I have a mitochondrial disease, which causes mild degeneration specially in my upper body and hands. This means, that even with training, my progress is much slower with the upper body. I have been doing the beginner prescription and my improvement in squats and deadlifts has been quite rapid. Now that my lower body is in a pretty okay state and stable condition I was thinking of focusing more on my upper body.
Would it make any sense to have for example one week every month, where I only focus on the upper body strength? I could of course just add more movements to my sets, but unfortunately I don’t have the time to do that. So basically one week a month I would do 3-4 days of only upper body and the rest of the month I would follow the beginner prescription program, so I have some repititive structure in lifting as well.
Very cool that you’re training -that’s awesome to hear.
As far as modifying a program, I don’t think I’d assume that you would respond readily to a bunch of added volume. Some added volume? Maybe- that’s one potential training modification I would make if someone wasn’t making acceptable progress. What’s more likely (IMO) is that the reduction in fatigue from skipping lower body training may goose your upper body performance in the short-term, but I don’t think that would increase training adaptations.

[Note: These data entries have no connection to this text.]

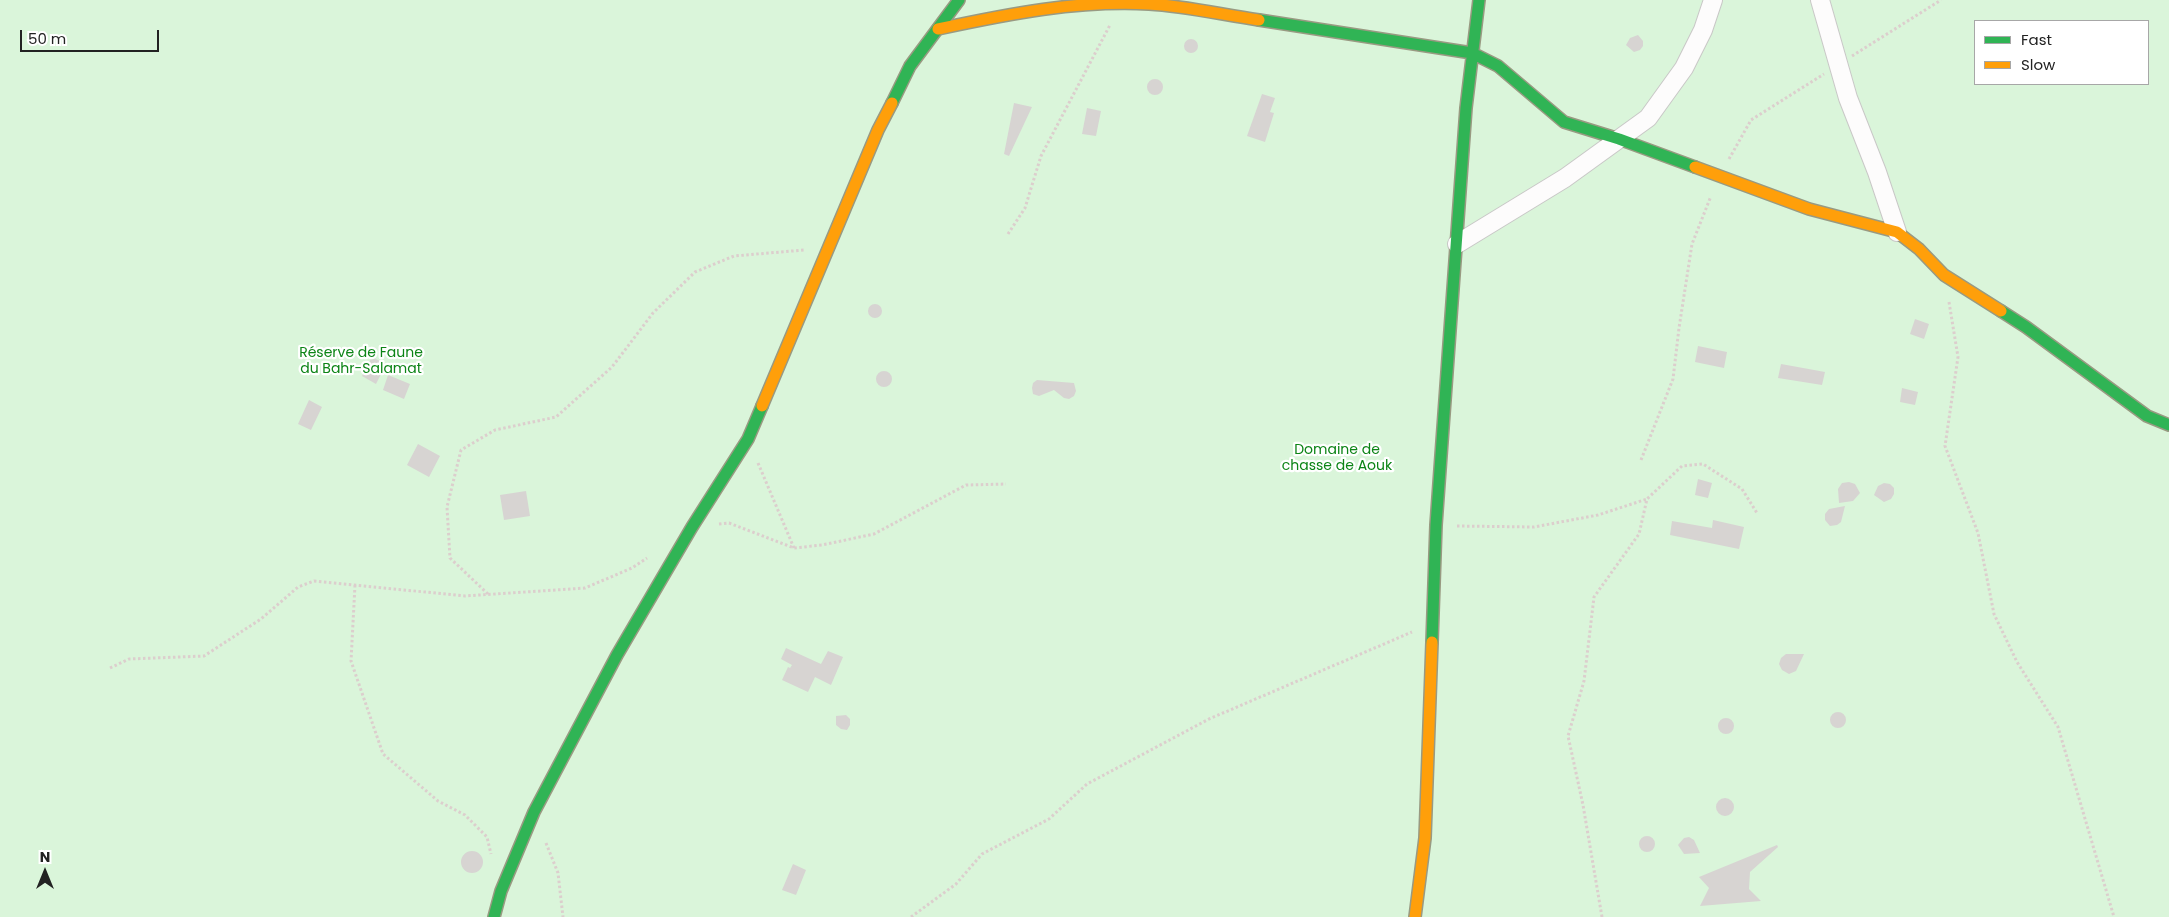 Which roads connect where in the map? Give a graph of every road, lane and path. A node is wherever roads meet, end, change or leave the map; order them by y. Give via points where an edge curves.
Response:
1 (959, 0) edge
2 (1479, 0) edge
3 (1713, 0) edge
4 (1820, 0) edge
5 (1122, 2) junction
6 (938, 29) junction
7 (1472, 53) junction
8 (1620, 139) junction
9 (1897, 232) junction
10 (1008, 234) dead end
11 (1457, 244) junction
12 (830, 248) junction
13 (1944, 275) junction
14 (2169, 425) edge
15 (748, 439) junction
16 (1006, 484) dead end
17 (1647, 499) junction
18 (1757, 513) dead end
19 (1436, 525) junction
20 (692, 528) junction
21 (794, 548) junction
22 (654, 553) dead end
23 (355, 585) junction
24 (489, 595) junction
25 (1433, 623) junction
26 (110, 668) dead end
27 (534, 812) junction
28 (492, 855) dead end
29 (494, 917) edge
30 (563, 917) edge
31 (911, 917) edge
32 (1415, 917) edge
33 (1602, 917) edge
34 (2114, 917) edge

1 - 6 street
2 - 7 street
3 - 8 street via 1703,30 1684,68 1648,118
4 - 9 street via 1848,98
5 - 6 street via 1019,11
5 - 7 street
5 - 10 path via 1041,156 1024,208
6 - 12 street via 910,66 878,130
7 - 8 street via 1498,66 1564,122
7 - 11 street
8 - 9 street via 1809,209
8 - 11 street via 1565,178
9 - 13 street
11 - 19 street
12 - 15 street
12 - 24 path via 734,256 694,272 653,313 612,367 556,417 495,430 462,450 447,507 450,558
13 - 14 street via 2026,327 2147,416
13 - 34 path via 1958,357 1945,446 1978,533 1994,614 2017,662 2058,727
15 - 20 street
15 - 21 path
16 - 21 path via 966,485 874,534
17 - 18 path via 1682,466 1703,464 1742,489
17 - 19 path via 1598,515 1534,527
17 - 33 path via 1639,534 1594,597 1584,681 1568,736
19 - 25 street
20 - 21 path via 730,523
20 - 27 street via 617,656
22 - 24 path via 632,568 584,588
23 - 24 path via 465,596
23 - 26 path via 314,581 298,588 261,619 204,656 129,660
23 - 28 path via 351,661 383,754 438,801 465,815 487,837
25 - 31 path via 1209,719 1086,784 1049,819 982,854 956,884
25 - 32 street via 1425,838
27 - 29 street via 501,891
27 - 30 path via 558,873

So in this case, I’d probably run the beginner template without modification and get a better sense of how you respond, what you like, etc. and plan your next training program based on that feedback.

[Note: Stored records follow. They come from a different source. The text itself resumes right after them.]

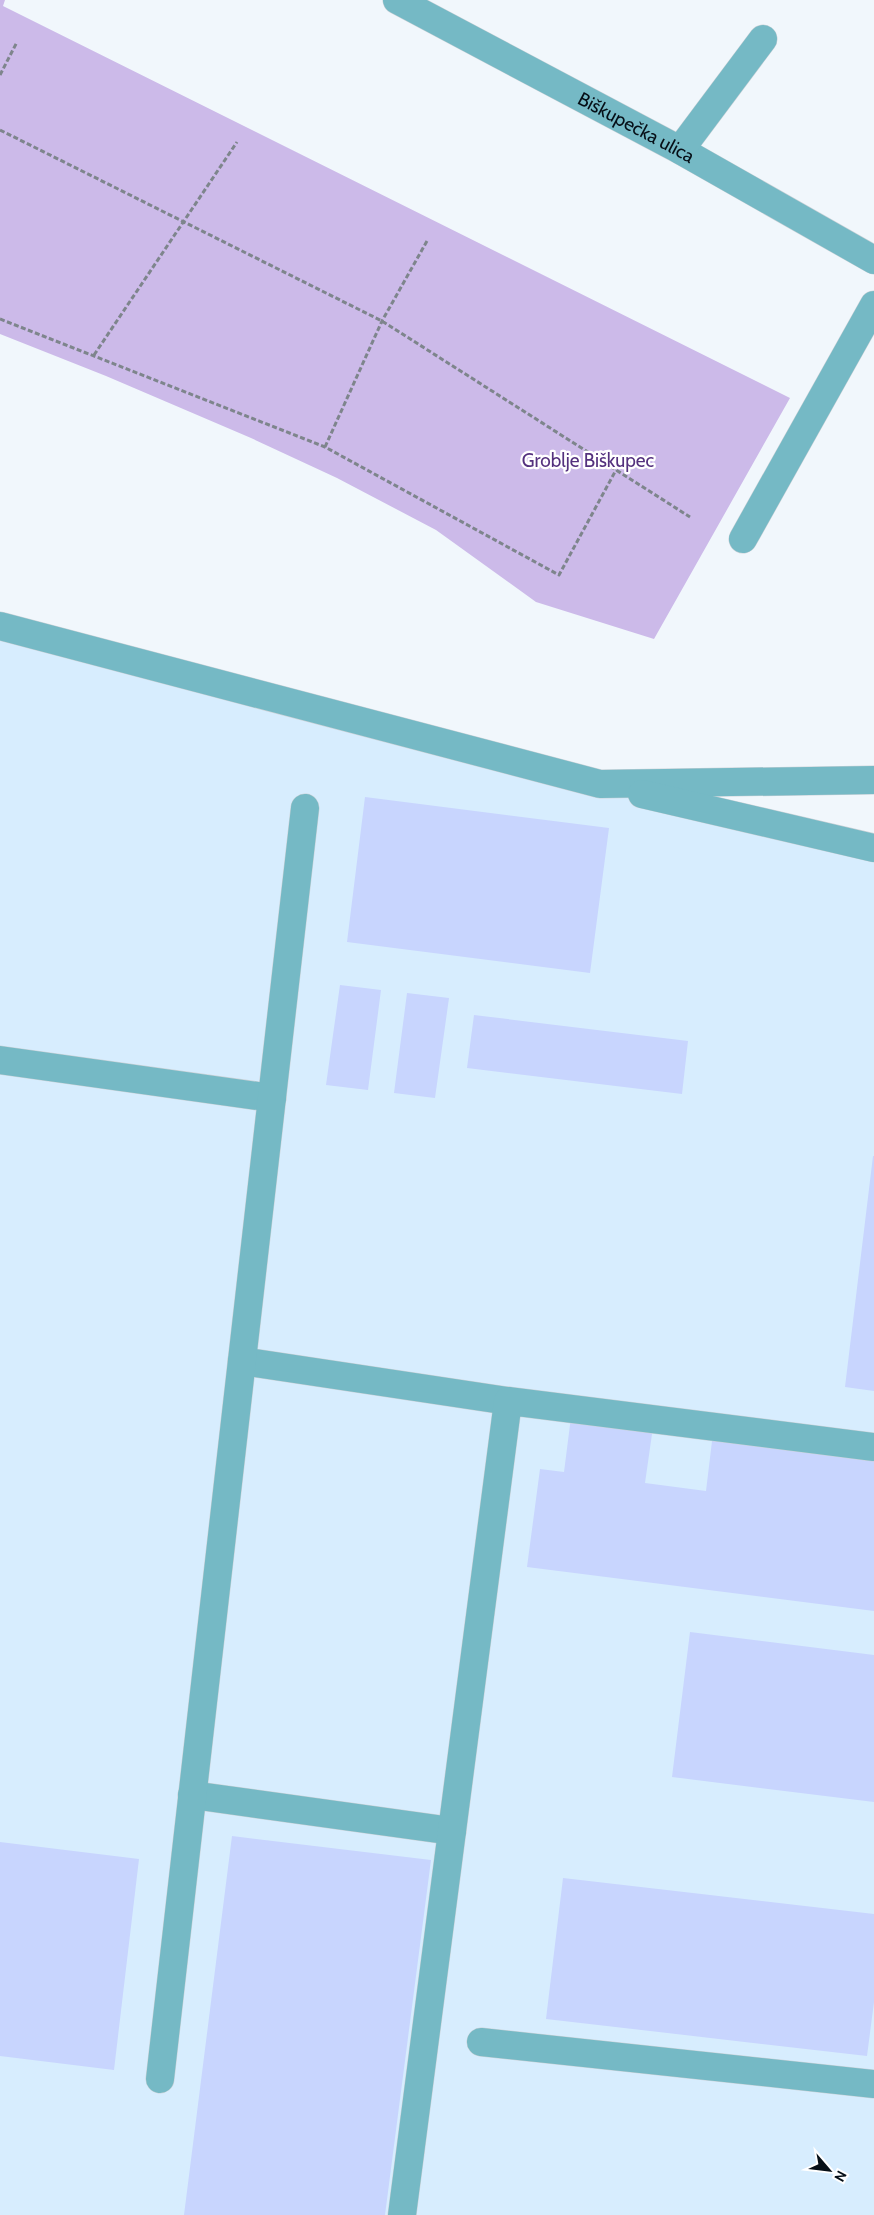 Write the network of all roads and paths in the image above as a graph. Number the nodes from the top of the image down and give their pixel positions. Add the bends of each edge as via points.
1 (397, 0) edge
2 (763, 39) dead end
3 (17, 42) dead end
4 (0, 75) edge
5 (0, 130) edge
6 (237, 142) dead end
7 (680, 150) junction
8 (184, 220) junction
9 (427, 241) dead end
10 (874, 260) edge
11 (874, 305) edge
12 (0, 319) edge
13 (382, 321) junction
14 (94, 355) junction
15 (326, 448) junction
16 (616, 470) junction
17 (690, 517) dead end
18 (743, 539) dead end
19 (0, 626) edge
20 (874, 780) edge
21 (600, 784) junction
22 (304, 808) dead end
23 (874, 848) edge
24 (0, 1060) edge
25 (272, 1098) junction
26 (242, 1361) junction
27 (508, 1401) junction
28 (874, 1447) edge
29 (192, 1795) junction
30 (452, 1831) junction
31 (481, 2042) dead end
32 (160, 2080) dead end
33 (874, 2084) edge
34 (402, 2215) edge

1 - 7 street, Biškupečka ulica
2 - 7 street
3 - 4 path
5 - 8 path
6 - 8 path
7 - 10 street, Biškupečka ulica
8 - 13 path
8 - 14 path
9 - 13 path
11 - 18 street
12 - 14 path
13 - 15 path
13 - 16 path
14 - 15 path
15 - 16 path via 559,575
16 - 17 path
19 - 21 street
20 - 21 street
21 - 23 street
22 - 25 street
24 - 25 street
25 - 26 street
26 - 27 street
26 - 29 street
27 - 28 street
27 - 30 street
29 - 30 street
29 - 32 street
30 - 34 street
31 - 33 street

Thank you for the answer. The diagnosis is very new, and luckily I have a relatively mild one. Physicians couldn’t say much about training and trainers couldn’t say much about general health, but I just put 1 and 1 together. Since I’ve gotten stronger before, I can at least at the very least slow down the progress by doing resistance training. What’s also positive is that I respond well to training and have none of the excersise intolerance that is sometimes a common symptom, unless I overdo things.

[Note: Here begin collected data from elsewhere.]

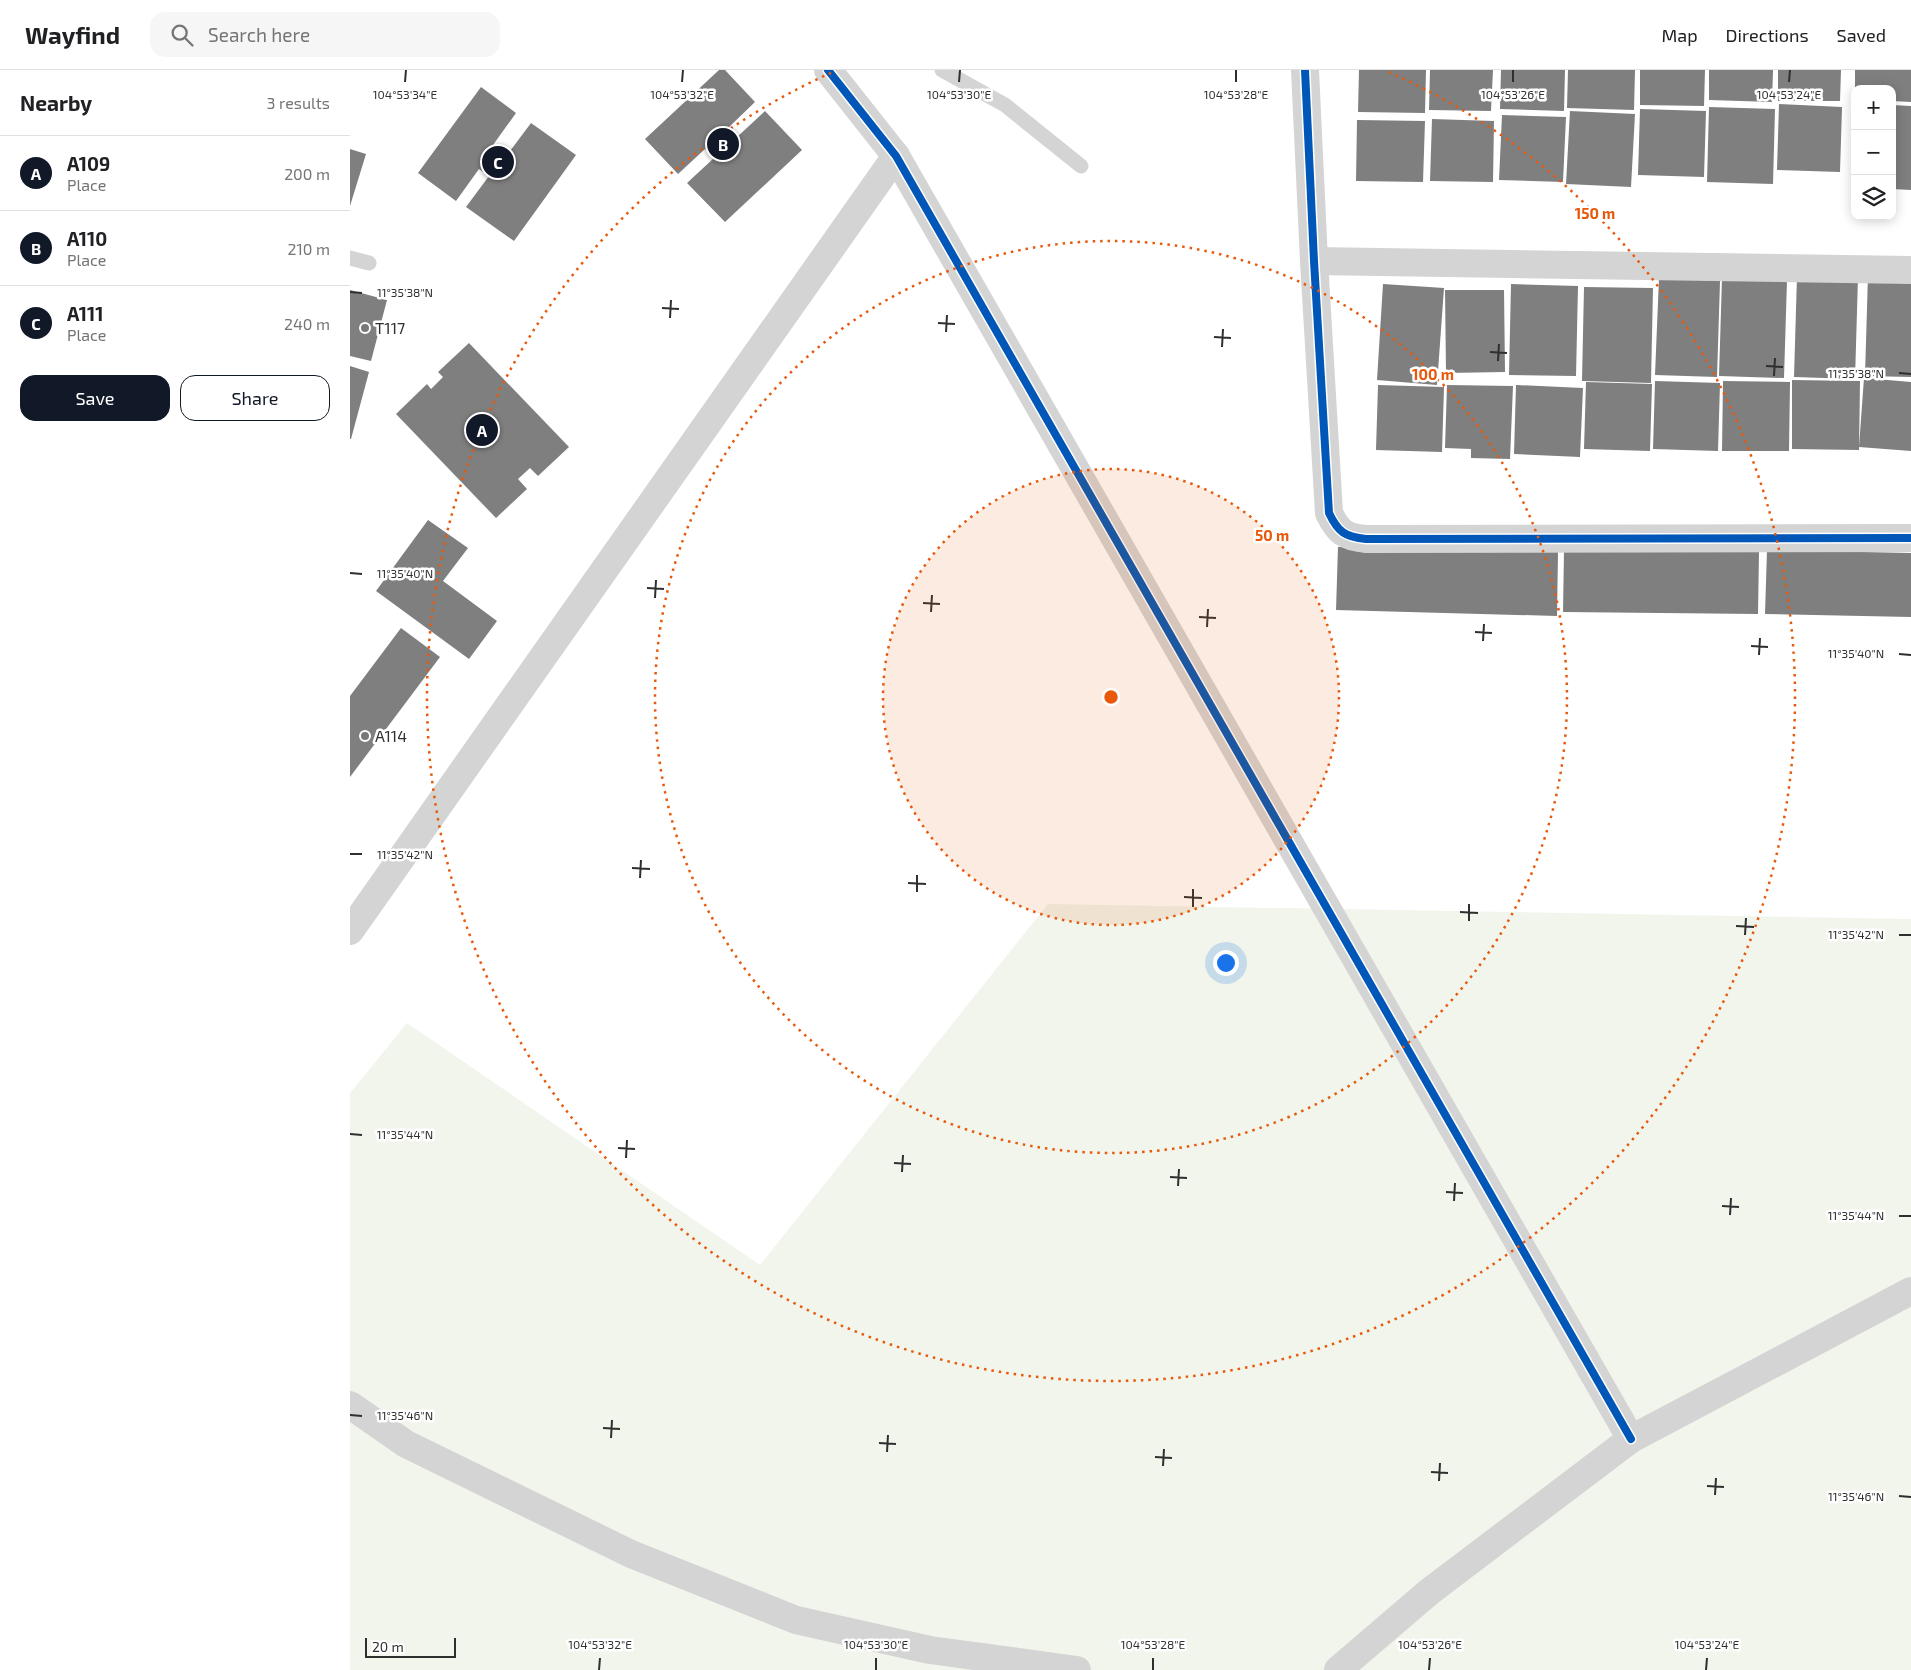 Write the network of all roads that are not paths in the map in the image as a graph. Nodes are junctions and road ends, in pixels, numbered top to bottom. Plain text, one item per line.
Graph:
1 (828, 70) edge
2 (942, 70) edge
3 (1305, 70) edge
4 (896, 156) junction
5 (1081, 166) dead end
6 (350, 258) edge
7 (1314, 261) junction
8 (369, 263) dead end
9 (1911, 270) edge
10 (1911, 538) edge
11 (350, 931) edge
12 (1911, 1290) edge
13 (350, 1404) edge
14 (1630, 1439) junction
15 (1077, 1670) edge
16 (1338, 1670) edge

1 - 4 street
2 - 5 lane
3 - 7 street
4 - 11 street
4 - 14 street
6 - 8 lane
7 - 9 street
7 - 10 street
12 - 14 street
13 - 15 street
14 - 16 street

Does the specificity matter or is it enough that I just mix it up quite randomly? This is what I’ve been doing for about a month now, but I was wondering, if that is “optimal”. At the same time I’ve been aware I’m probably just overthinking it out of old habit. What I’ve learnt from your podcasts is that things seem to be really not that complicated and pretty complicated at the same time!
I think specificity matters when there are very specific outcomes you’re trying to achieve, e.g. increasing bench or press strength. I don’t think a random approach would be preferred even if you didn’t have specific strength goals.
Alright. Bench is definitely my weakest point: by far I would say. I’ve increased my Deadlift from something like 80% of my body weight to around 160% of my body weight within a year (pretty much an amateur here), but bench progress has been really really slow. Then again, it might be something, that never gets as strong as I would like (at least not as fast as I would like) with my health status. That’s alright, but I will definitely keep up with the program!